David Wright is similar to A-Rod in most offensive categories. Wright should get you 100+ runs, 30+ HRs and a batting average around .310. You can also count on his legs for 15+ stolen bases. Wright separates himself from A-Rod in two respects: age and doubles. Wright has averaged more than 41 doubles every full season in the majors. A-Rod, comparatively, has averaged just over 29. The doubles signal that Wright has room to grow in the power numbers, which will only help his counting stats. Quite simply, David Wright should improve while A-Rod has likely plateaued (though a hall of fame worthy plateau). In addition, Wright’s age makes him a less, albeit somewhat negligible, risk of injury and decline. Here, we are talking about four spots at the top of the draft; I think you can take David Wright first and not look back. He will be impressive, he will be healthy and his numbers should improve. You can’t say the exact same things about A-Rod.

Now I feel dirty talking about New York so much. On to the guys the Big Apple spotlight doesn’t shine so brightly on…yet.
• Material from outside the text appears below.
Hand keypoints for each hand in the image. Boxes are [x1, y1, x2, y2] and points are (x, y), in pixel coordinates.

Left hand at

After Kevin Youkilis, who is nasty, there is an interesting debate between the six – eight ranked players (Evan Longoria, Chipper Jones and Garrett Atkins). Evan Longoria is my sixth third baseman because of his numbers last year (.272 with 25 home runs in 122 games). If he stays healthy and continues to play to his potential a 30 home run campaign is not out of the question. The only slight concern with Longoria is the potential for a sophomore slump, but I’m still taking him in the 5th round and not looking back.
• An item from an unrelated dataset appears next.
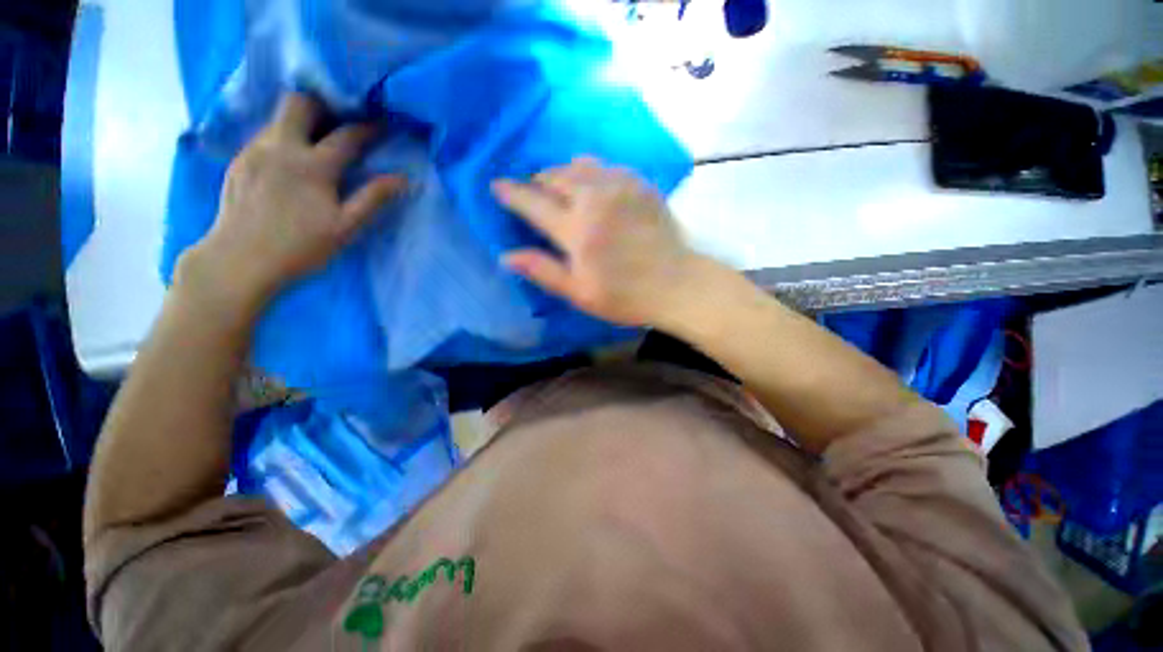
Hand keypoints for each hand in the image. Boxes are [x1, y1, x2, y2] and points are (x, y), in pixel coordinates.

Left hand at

Meanwhile people tend to dismiss Chipper Jones. In his last five seasons, he has averaged about 123 games played, though he has eclipsed that number in each of the last two seasons. Aside from a bizarre 2004 campaign and his rookie season in 1995, Chipper hasn’t hit lower than .295 in his career. And, by the way, he should hit over 20 home runs, probably in the 25-28 window, drive in runs and score. Sure he might miss some games, but that is where his value comes into play. If you can get him in the 7th round and pair him with a sleeper back-up, you’ll have a first round quality third basemen in their cumulative statistics.

Garrett Atkins getting traded scares the DeJesus out of me. While suiting up for the Rocks full time, he hasn’t hit less than .286. Like Chipper you can count on 20+ homeruns (although it might take Atkins more games to do that in), he’ll score 80+ and drive in 100+.

Still, if I don’t get one of the top guys, I’m going with Longoria and banking on his upside. I’d rather use a fifth rounder on him, than grab someone like Carlos Delgado or Pena and wait to grab a Garrett Atkins. Chipper makes an interesting play, but you have to make sure you have a comparable back-up that can pick up the batting average slack. Because, lets be serious, who thinks Chipper is going to hit .364 again?

This is what I wrote about Troy Glaus before this happened: If none of the afore mentioned intrigue you, might I interest you in a third basemen who hasn’t hit less than 20 home runs in the last four years? Would you be surprised to learn this third baseman hit .270 with 27 HRs and 99 RBIs last year? And that you can get him fairly late in your draft? Ladies and gentleman (ok, just gentleman), I give you Troy Glaus. If you pick runs/stolen bases early in the draft (maybe Jose Reyes, Jimmy Rollins or Grady Sizemore), you could do worse than grabbing Glaus later on. When completely healthy, he has a real chance of hitting 35+ homeruns. Even when slightly healthy he should still get you 25+. He is only 32 and should be an 10th round draft pick – definite value and reliability you can pair with a riskier starting third basemen option. It’s cute right? Well back to reality.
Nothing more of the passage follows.